Work task = Look through the records below, and whenever a line contains "Garay", copy it.

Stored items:
======

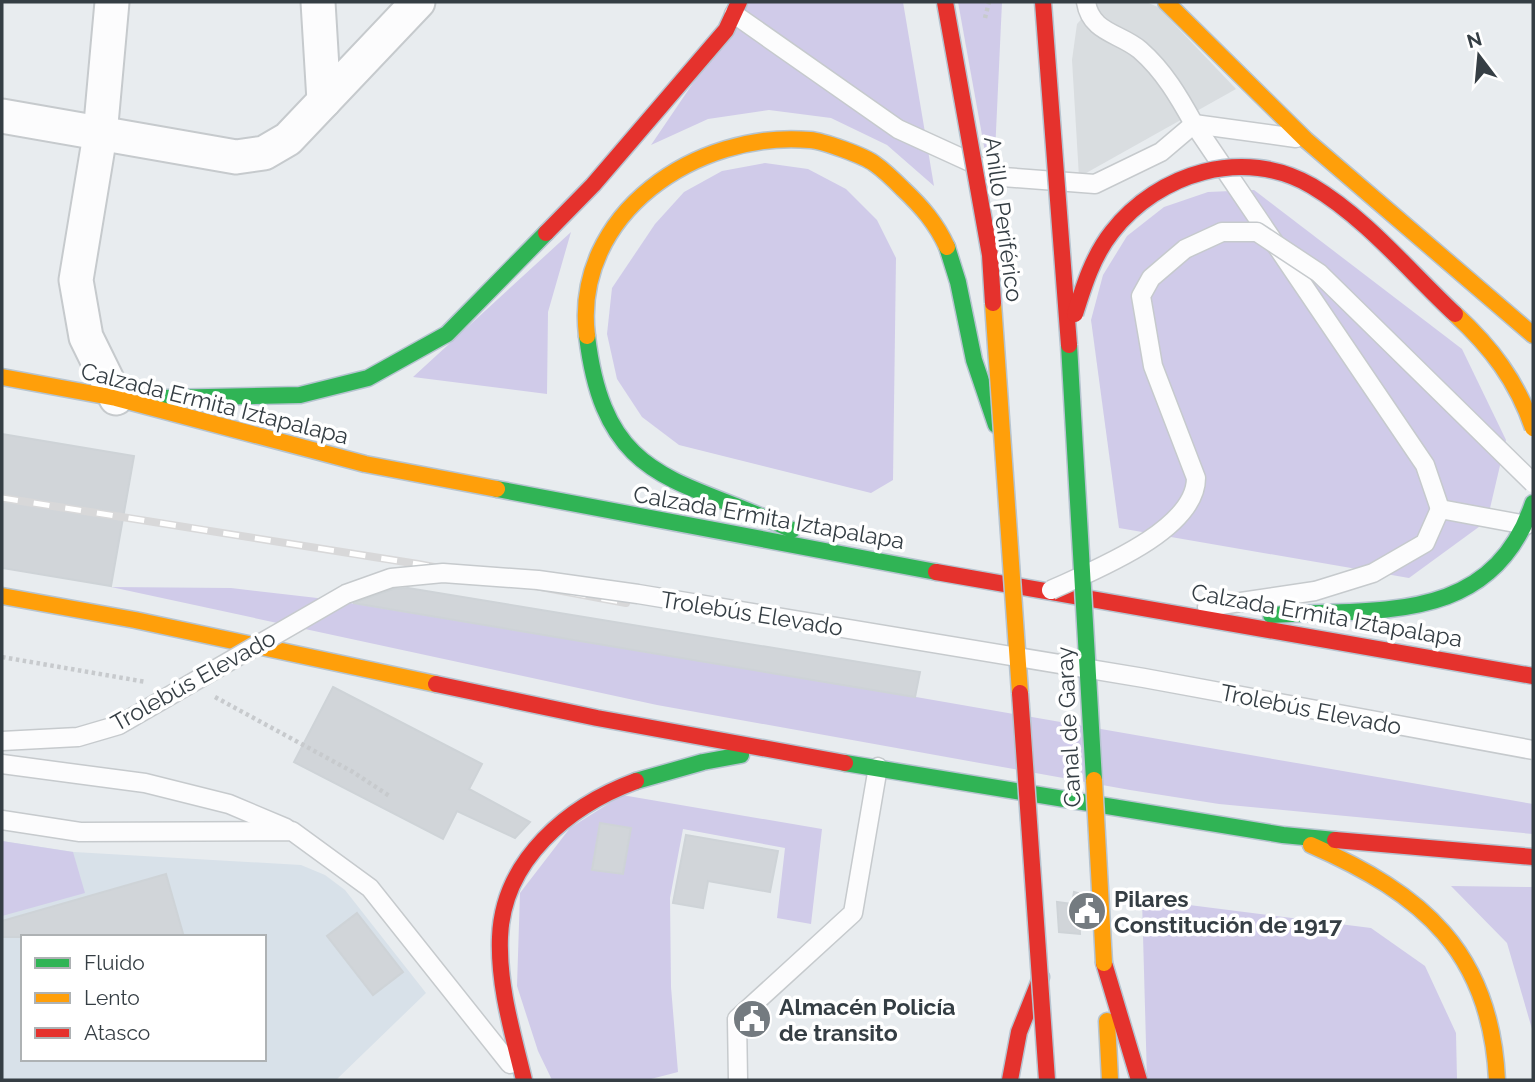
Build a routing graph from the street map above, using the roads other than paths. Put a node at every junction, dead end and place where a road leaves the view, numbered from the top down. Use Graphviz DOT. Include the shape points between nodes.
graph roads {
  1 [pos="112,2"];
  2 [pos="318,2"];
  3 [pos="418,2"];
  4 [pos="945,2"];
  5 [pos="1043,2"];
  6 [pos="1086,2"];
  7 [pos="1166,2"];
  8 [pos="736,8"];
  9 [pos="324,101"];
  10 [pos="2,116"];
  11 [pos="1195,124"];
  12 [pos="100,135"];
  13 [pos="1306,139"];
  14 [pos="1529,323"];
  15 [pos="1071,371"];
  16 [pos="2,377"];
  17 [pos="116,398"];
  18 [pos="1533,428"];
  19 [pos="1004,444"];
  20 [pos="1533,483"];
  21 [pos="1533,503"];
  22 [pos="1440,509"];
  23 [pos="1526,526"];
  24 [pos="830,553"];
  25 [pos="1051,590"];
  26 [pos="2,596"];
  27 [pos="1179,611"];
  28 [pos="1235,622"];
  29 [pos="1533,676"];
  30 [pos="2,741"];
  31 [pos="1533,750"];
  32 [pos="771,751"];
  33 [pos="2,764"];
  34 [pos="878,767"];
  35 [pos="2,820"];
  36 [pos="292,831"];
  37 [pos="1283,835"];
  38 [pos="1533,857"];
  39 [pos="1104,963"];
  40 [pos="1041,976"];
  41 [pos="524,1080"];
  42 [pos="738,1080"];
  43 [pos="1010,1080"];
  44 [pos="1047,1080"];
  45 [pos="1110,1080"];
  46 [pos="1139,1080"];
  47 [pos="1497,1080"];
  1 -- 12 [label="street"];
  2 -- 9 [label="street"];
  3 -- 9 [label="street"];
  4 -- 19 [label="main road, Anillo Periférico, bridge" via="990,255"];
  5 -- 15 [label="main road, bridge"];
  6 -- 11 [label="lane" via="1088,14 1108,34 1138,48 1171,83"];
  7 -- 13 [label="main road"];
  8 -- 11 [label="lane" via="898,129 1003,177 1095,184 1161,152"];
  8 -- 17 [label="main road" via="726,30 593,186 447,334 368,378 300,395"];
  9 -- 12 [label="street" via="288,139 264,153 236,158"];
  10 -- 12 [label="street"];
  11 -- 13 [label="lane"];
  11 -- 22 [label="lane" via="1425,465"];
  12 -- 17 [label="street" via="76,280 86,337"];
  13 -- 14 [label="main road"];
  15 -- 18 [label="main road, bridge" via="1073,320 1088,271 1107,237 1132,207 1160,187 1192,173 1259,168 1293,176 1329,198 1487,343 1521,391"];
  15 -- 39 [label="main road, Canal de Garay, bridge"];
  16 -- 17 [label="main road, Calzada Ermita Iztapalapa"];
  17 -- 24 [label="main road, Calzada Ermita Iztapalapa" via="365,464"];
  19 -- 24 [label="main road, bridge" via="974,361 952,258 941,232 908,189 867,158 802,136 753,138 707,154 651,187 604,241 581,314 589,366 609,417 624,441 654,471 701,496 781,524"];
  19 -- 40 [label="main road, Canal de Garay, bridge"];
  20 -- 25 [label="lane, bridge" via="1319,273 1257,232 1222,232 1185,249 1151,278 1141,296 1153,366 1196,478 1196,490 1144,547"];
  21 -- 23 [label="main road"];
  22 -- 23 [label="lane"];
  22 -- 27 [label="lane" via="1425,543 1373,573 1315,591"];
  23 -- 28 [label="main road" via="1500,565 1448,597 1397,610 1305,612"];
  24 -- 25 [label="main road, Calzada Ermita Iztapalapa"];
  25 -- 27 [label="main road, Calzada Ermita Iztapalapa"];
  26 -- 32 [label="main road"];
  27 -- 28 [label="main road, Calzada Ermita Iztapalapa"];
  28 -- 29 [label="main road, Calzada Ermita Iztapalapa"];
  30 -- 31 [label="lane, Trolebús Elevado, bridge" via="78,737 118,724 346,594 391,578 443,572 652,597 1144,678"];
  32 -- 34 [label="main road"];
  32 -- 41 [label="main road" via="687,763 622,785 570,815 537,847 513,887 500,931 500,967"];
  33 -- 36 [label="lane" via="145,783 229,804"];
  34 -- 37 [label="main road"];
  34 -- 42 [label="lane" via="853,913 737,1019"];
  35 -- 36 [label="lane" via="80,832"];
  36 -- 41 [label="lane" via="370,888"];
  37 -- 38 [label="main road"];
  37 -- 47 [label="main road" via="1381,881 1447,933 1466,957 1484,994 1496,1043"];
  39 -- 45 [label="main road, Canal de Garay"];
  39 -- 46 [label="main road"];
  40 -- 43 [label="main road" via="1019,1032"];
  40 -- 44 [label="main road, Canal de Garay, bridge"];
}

======

Answer for this exercise =
  15 -- 39 [label="main road, Canal de Garay, bridge"];
  19 -- 40 [label="main road, Canal de Garay, bridge"];
  39 -- 45 [label="main road, Canal de Garay"];
  40 -- 44 [label="main road, Canal de Garay, bridge"];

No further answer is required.